> [Task objective]
Search the entries for lines that contain the word "wherever", and report each one found.

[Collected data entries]
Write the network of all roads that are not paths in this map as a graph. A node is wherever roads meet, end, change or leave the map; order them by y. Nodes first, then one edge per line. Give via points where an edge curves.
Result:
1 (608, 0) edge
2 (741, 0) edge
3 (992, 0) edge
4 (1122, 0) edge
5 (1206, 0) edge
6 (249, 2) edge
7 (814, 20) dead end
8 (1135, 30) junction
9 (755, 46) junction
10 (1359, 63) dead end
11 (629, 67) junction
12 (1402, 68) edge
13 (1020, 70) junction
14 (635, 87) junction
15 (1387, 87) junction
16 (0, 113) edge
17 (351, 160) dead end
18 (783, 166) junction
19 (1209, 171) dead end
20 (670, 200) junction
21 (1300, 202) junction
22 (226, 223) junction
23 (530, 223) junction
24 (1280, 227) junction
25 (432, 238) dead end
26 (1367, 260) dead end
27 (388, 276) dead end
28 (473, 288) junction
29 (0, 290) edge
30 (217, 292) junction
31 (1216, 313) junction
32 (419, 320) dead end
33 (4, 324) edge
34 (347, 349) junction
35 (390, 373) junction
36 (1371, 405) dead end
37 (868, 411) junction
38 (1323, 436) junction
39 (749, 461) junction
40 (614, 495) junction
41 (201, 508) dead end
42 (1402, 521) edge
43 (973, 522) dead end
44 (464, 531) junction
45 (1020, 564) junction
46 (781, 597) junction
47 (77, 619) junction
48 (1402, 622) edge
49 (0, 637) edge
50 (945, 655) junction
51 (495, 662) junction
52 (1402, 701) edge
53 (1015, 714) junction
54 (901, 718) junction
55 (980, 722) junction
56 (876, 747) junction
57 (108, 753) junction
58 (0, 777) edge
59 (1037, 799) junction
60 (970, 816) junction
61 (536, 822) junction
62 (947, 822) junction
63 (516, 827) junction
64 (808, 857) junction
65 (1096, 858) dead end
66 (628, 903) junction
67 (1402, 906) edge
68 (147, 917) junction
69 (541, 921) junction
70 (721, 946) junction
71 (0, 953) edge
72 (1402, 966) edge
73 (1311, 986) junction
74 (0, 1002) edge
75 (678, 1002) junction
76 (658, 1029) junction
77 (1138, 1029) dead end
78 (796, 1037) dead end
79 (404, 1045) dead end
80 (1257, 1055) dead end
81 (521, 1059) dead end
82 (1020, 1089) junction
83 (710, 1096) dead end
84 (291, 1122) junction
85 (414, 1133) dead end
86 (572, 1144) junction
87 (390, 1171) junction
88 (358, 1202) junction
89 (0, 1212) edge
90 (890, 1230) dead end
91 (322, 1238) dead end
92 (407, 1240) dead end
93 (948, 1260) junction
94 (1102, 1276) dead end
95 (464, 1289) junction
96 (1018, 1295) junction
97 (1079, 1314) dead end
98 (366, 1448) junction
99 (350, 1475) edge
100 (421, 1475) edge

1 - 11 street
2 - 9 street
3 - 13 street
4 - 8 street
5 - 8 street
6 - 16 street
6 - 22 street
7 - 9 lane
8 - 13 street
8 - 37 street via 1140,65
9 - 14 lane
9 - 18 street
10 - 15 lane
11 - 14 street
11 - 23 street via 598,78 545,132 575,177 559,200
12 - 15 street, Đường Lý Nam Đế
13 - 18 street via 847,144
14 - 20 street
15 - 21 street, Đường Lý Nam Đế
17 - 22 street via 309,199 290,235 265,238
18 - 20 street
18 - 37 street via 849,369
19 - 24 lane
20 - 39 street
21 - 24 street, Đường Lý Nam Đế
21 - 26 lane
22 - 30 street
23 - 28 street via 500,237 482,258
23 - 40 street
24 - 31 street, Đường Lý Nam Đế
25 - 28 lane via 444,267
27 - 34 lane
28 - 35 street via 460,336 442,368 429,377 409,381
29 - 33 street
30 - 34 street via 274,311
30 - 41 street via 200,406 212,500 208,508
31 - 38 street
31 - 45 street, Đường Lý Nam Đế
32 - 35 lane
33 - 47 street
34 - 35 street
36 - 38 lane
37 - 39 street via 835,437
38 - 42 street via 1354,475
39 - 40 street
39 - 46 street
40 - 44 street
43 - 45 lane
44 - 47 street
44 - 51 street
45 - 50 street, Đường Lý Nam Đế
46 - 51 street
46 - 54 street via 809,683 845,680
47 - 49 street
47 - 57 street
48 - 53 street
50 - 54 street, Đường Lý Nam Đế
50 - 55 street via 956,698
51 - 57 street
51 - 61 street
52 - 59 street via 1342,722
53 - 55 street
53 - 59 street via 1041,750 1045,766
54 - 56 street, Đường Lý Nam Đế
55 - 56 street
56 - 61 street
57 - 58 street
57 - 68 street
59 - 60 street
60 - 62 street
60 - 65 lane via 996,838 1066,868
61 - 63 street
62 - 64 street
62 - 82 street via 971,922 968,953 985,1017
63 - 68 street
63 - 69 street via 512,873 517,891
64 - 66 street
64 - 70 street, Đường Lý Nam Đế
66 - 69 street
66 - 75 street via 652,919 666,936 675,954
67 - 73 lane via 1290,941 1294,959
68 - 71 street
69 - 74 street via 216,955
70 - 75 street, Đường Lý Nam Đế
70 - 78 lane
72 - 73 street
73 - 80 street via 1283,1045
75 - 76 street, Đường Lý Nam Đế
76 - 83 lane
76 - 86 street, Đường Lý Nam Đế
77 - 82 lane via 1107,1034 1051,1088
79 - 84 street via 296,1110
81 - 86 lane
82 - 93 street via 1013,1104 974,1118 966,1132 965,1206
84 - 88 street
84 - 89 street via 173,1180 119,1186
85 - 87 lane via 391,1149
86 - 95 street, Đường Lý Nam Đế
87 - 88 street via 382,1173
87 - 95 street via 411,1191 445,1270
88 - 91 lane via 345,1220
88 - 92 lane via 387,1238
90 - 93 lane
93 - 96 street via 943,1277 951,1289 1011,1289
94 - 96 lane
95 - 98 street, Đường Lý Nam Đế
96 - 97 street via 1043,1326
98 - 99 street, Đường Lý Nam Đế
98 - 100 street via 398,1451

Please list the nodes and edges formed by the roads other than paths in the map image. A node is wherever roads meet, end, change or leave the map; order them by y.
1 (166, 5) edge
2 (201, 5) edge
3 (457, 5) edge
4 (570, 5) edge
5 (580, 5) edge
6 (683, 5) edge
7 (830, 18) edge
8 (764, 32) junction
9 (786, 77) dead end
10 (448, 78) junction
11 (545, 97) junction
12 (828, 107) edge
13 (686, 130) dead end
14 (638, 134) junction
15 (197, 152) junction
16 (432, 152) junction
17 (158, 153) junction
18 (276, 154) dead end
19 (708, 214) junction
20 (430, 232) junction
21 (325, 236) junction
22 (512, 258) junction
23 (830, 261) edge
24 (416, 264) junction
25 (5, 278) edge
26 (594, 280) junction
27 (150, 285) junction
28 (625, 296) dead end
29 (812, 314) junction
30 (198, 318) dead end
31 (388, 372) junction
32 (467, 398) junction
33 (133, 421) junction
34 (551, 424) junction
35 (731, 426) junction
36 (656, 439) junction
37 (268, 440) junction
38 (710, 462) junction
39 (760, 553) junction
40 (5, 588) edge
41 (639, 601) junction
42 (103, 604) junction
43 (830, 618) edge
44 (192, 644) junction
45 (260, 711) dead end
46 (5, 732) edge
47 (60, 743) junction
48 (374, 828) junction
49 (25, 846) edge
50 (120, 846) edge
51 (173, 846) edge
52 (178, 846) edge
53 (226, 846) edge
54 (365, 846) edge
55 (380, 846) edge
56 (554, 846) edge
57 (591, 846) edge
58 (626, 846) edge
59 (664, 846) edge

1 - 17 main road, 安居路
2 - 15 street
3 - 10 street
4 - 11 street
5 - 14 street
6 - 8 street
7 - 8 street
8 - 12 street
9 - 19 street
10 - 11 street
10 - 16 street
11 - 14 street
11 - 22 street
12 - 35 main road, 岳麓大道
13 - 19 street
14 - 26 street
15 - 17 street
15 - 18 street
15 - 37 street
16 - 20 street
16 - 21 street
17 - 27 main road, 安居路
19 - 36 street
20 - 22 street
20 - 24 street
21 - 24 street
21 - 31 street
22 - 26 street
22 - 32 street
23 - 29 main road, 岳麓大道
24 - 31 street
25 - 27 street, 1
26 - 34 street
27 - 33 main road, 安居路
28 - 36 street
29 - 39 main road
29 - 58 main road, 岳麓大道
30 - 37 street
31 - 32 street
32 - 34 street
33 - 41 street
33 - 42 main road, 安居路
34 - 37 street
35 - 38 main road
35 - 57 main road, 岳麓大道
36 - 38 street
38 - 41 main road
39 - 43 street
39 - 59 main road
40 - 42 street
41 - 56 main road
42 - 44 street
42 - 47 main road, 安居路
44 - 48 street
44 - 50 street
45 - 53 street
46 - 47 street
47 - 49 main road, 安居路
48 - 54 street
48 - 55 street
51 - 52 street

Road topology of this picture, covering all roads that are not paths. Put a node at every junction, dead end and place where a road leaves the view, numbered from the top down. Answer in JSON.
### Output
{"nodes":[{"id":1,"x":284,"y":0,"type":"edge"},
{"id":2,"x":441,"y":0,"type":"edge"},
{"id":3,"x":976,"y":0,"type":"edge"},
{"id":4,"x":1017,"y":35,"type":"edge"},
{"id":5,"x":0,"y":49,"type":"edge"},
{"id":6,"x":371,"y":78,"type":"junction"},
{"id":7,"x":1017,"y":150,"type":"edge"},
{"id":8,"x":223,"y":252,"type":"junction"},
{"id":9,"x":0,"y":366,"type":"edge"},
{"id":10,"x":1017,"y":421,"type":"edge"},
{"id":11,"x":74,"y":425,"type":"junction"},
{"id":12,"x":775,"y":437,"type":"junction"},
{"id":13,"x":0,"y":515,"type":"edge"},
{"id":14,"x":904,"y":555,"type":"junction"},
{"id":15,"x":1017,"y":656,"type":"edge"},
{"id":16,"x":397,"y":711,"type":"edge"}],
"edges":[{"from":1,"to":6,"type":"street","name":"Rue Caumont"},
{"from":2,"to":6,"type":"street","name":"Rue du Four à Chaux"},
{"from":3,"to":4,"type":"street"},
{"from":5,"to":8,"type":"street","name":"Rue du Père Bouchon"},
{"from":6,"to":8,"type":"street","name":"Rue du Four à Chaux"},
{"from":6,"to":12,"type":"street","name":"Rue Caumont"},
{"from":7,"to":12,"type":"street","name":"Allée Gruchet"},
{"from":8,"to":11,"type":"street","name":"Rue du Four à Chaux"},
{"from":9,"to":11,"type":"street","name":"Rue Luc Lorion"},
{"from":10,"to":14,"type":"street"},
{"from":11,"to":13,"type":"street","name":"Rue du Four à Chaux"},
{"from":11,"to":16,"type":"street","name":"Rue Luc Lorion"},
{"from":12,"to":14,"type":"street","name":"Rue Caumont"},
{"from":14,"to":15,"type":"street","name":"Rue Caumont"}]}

> [Exercise answer]
Write the network of all roads that are not paths in this map as a graph. A node is wherever roads meet, end, change or leave the map; order them by y. Nodes first, then one edge per line. Give via points where an edge curves.
Please list the nodes and edges formed by the roads other than paths in the map image. A node is wherever roads meet, end, change or leave the map; order them by y.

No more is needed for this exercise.